The panels were cedar, and upon them were inscribed the words from Psalm 118. THIS GATE OF THE LORD, INTO WHICH THE RIGHTEOUS SHALL ENTER.

He grasped the rope handle and pulled. The door opened with a cacophony of moans. But he noticed something else. The ancient panel was equipped with a modern addition-an electronic deadbolt fit to the opposite side. A wire snaked a path to the hinge, then disappeared into a hole drilled into the stone.

Pam saw it, too.

“This is weird,” she said.

He agreed.

Then he stared beyond the doorway and his confusion multiplied.

SEVENTY-FIVE

MARYLAND

STEPHANIE LEAPED FROM THE CHOPPER THAT HAD DEPOSITED her and Cassiopeia back at Camp David. Daniels waited for them on the landing pad. Stephanie marched straight for him as the helicopter rose back into the morning sky and disappeared across the treetops.

“You may be the president of the United States,” she said in a sharp tone, “but you’re a sorry son of a bitch. You sent us in there knowing we’d be attacked.”

Daniels looked incredulous. “How would I have known that?”

“And a helicopter with a marksman happened to be in the neighborhood?” Cassiopeia asked.

The president motioned. “Let’s take a walk.”

They strolled down a wide path. Three Secret Service agents followed twenty yards behind.

“Tell me what happened,” Daniels said.

Stephanie calmed down, recapped the morning, and finished by saying, “He thought somebody is plotting to kill you.” Weird referring to Daley in the past tense.

“He’s right.”

They stopped.

“I’ve had enough,” she said. “I don’t work for you anymore, but you’ve got me operating in total darkness. How do you expect me to do this?”
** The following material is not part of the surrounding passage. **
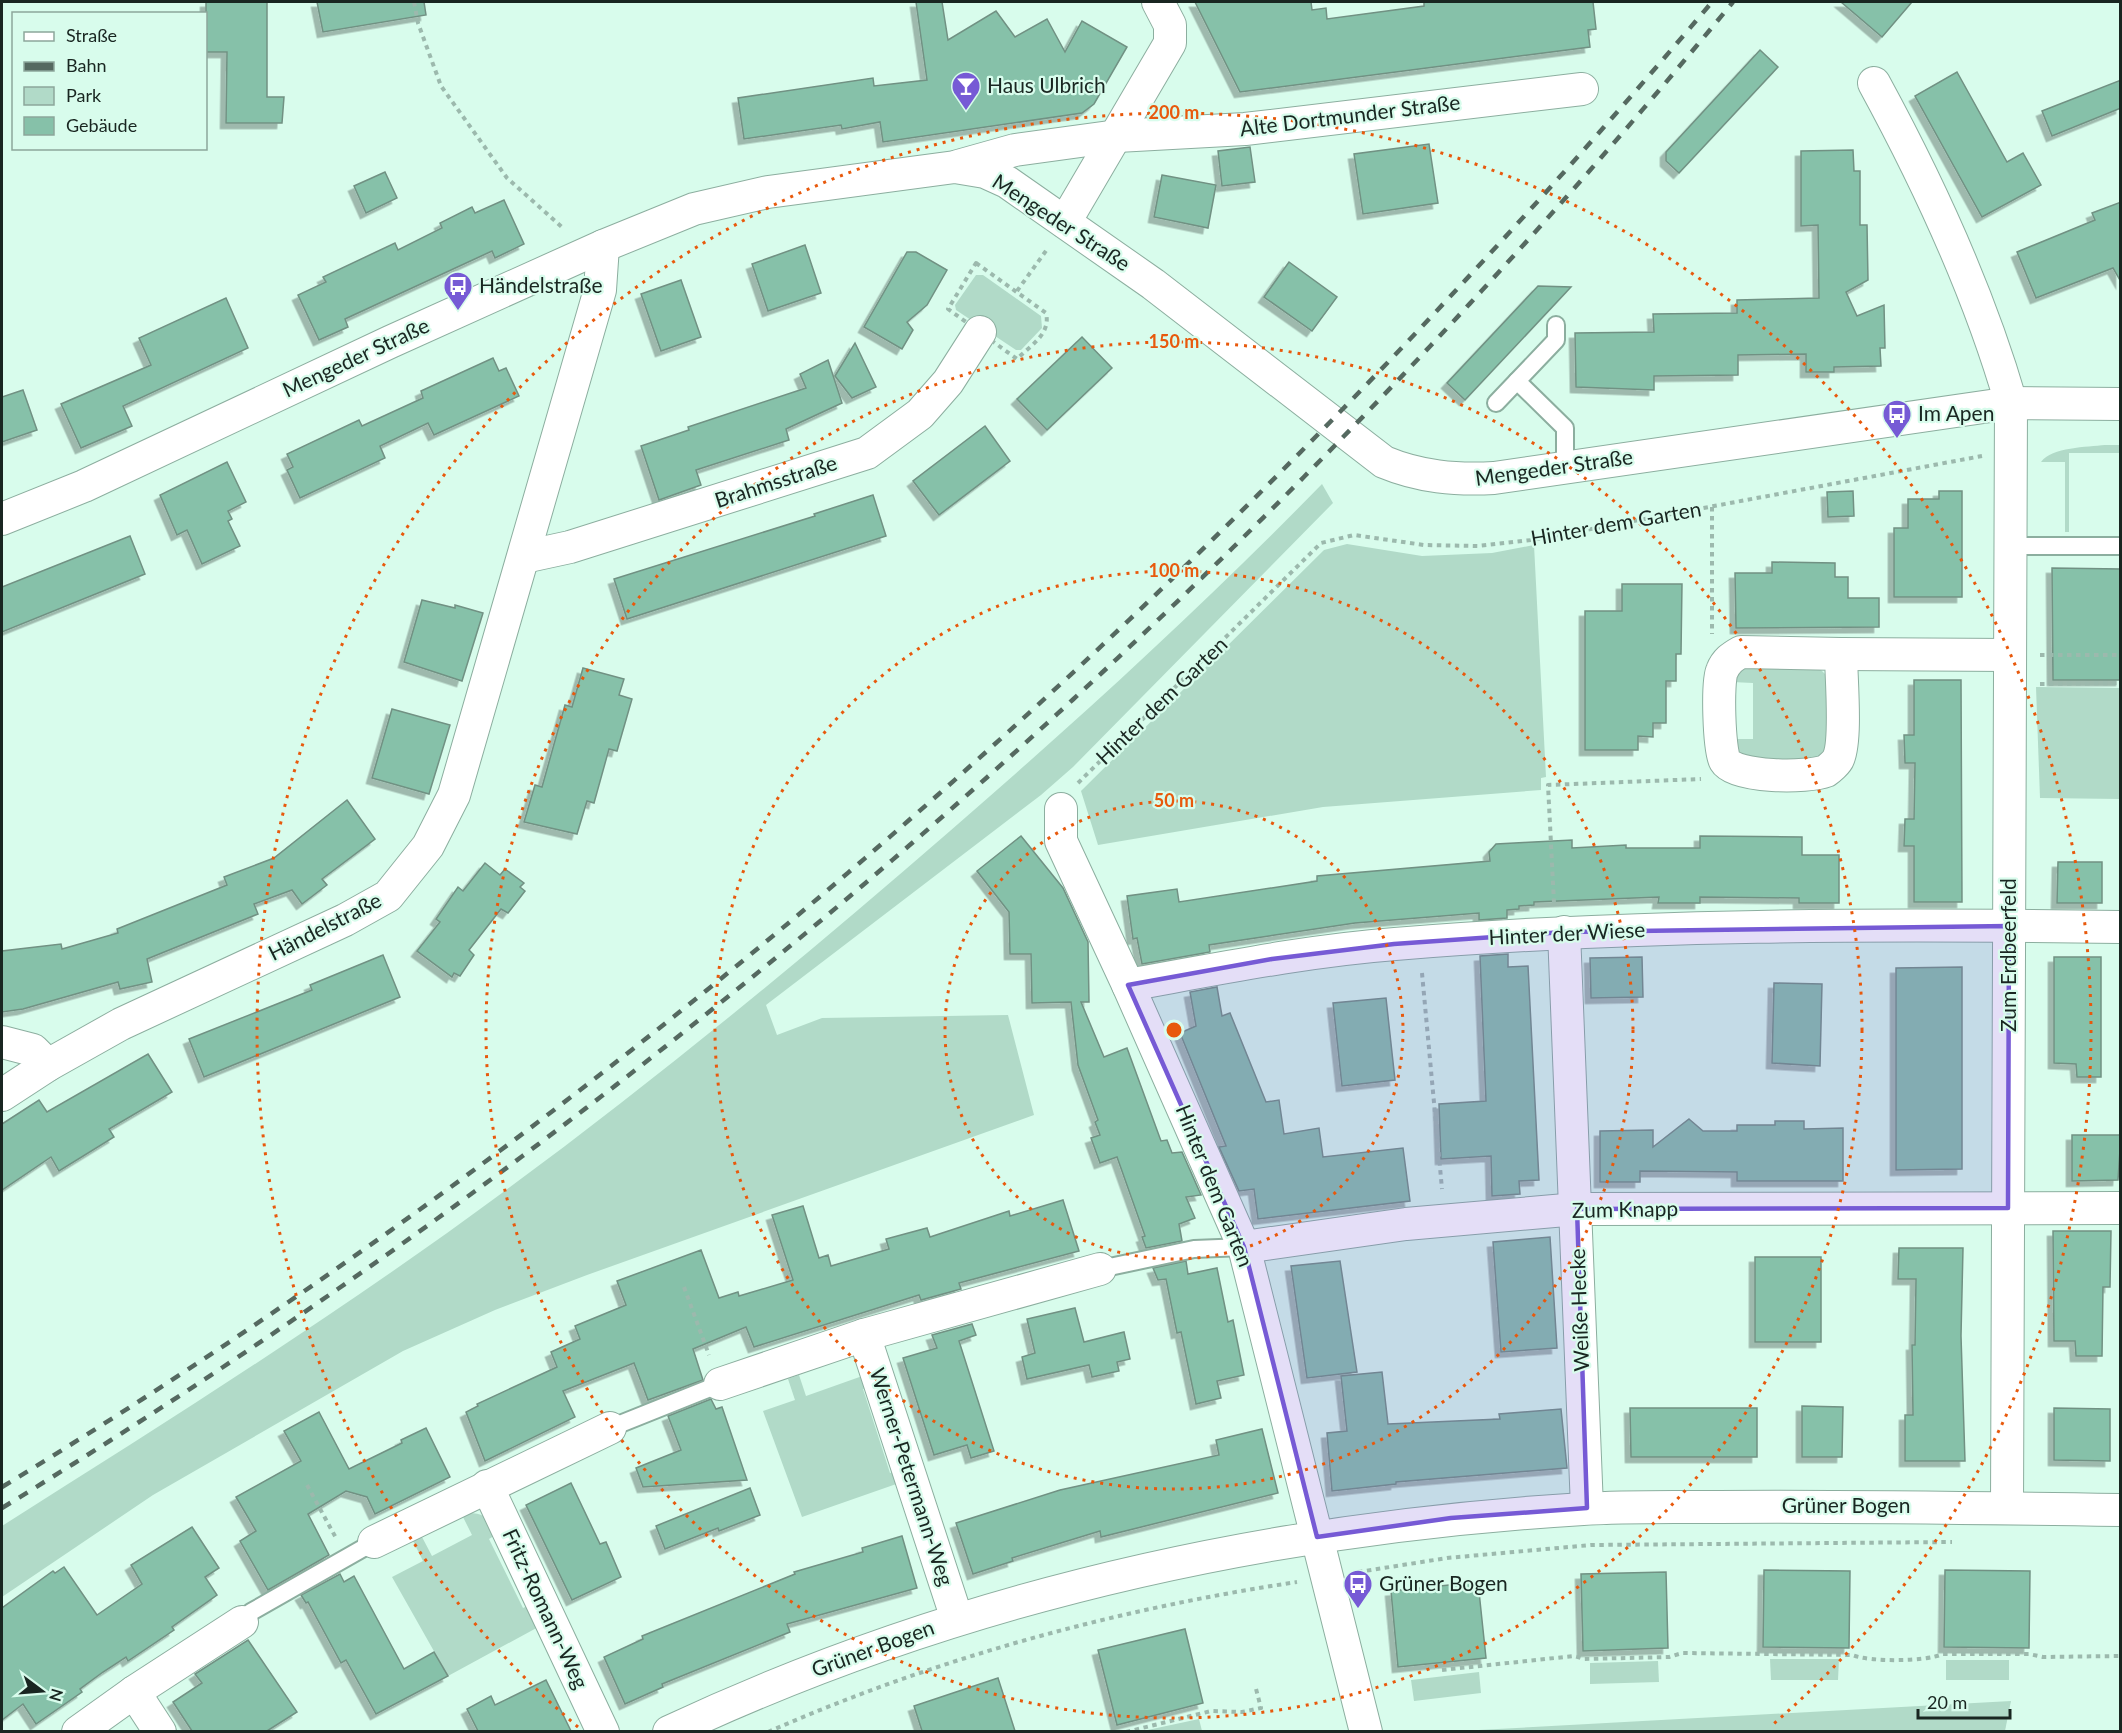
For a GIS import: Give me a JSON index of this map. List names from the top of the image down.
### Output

“I’m sure you’d like your job back, wouldn’t you?”

She did not immediately answer and her silence conveyed, to her annoyance, that she did. She’d conceived of and started the Magellan Billet, heading it for its entire existence. Whatever was happening had, at first, not involved her, but now men she neither liked nor admired were using her. So she answered the president honestly. “Not if I have to kiss your ass.” She paused. “Or place Cassiopeia in any more danger.”

Daniels seemed unfazed. “Come with me.”

They walked in silence through the woods to another of the cabins. Inside, the president grabbed a portable CD player.

“Listen to this.”

“Brent, I cannot explain everything, except to say that last evening I overheard a conversation between your vice president and Alfred Hermann. The Order or, more specifically, Hermann is planning to kill your president.”

“You hear details?” Green asked.

“Daniels is taking an unannounced visit to Afghanistan next week. Her mann has contracted bin Laden’s people and supplied the missiles needed to destroy the plane.”

“This is a serious accusation, Henrik.”

“Which I’m not in the habit of making. I heard it myself, as did Cotton Malone’s boy. Can you inform the president? Just cancel the trip. That’ll solve the immediate problem.”

“Certainly. What’s happening there, Henrik?”

“More than I can explain. I’ll be in touch.”

“That was taped over five hours ago,” Daniels explained. “No call has come from my trusted attorney general. You would think he could have at least tried. Like I’m hard to find.”

She wanted to know, “Who killed Daley?”